Pictures do not belong in the copy, so please give every entry below again exactly.

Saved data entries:
+ + +
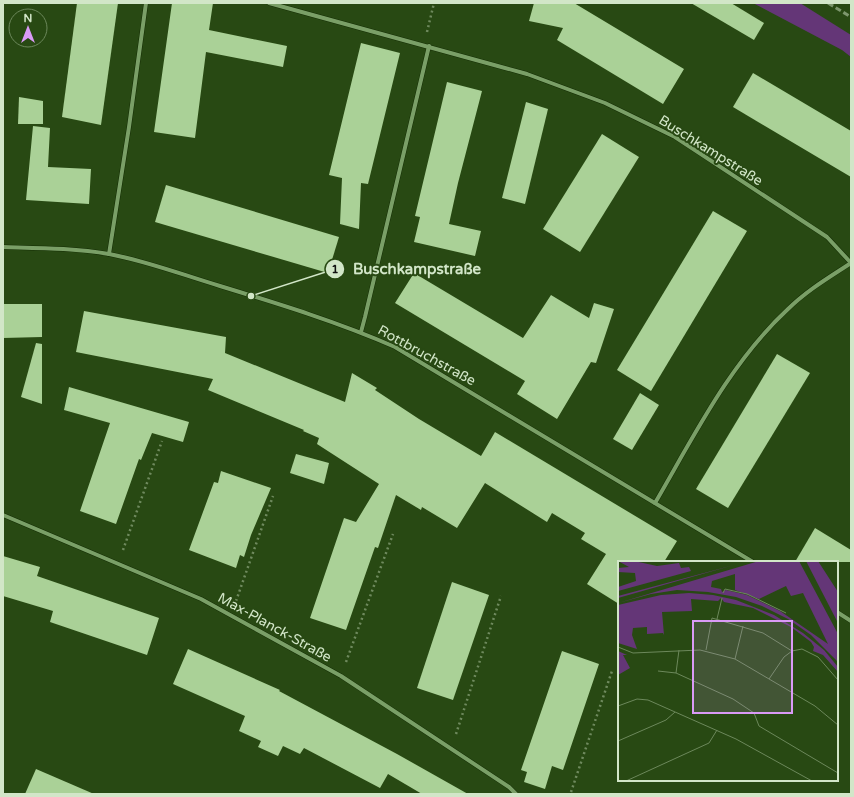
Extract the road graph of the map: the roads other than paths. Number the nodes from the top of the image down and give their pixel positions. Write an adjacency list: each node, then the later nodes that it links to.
1 (146, 3): 5 (street)
2 (269, 3): 3 (street, Buschkampstraße)
3 (429, 46): 6 (street, Buschkampstraße); 7 (street)
4 (3, 247): 5 (street, Rottbruchstraße)
5 (109, 254): 7 (street, Rottbruchstraße)
6 (851, 263): 8 (street)
7 (361, 332): 8 (street, Rottbruchstraße)
8 (655, 503): 10 (street, Rottbruchstraße)
9 (3, 515): 13 (street, Max-Planck-Straße)
10 (751, 561)
11 (838, 613): 12 (street)
12 (851, 621)
13 (516, 794)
+ + +
* _Solution below_
Extract the road graph of the map: the roads other than paths. Number the nodes from the top of the image down and give their pixel positions. Write an adjacency list: each node, then the later nodes that it links to.
1 (146, 3): 5 (street)
2 (269, 3): 3 (street, Buschkampstraße)
3 (429, 46): 6 (street, Buschkampstraße); 7 (street)
4 (3, 247): 5 (street, Rottbruchstraße)
5 (109, 254): 7 (street, Rottbruchstraße)
6 (851, 263): 8 (street)
7 (361, 332): 8 (street, Rottbruchstraße)
8 (655, 503): 10 (street, Rottbruchstraße)
9 (3, 515): 13 (street, Max-Planck-Straße)
10 (751, 561)
11 (838, 613): 12 (street)
12 (851, 621)
13 (516, 794)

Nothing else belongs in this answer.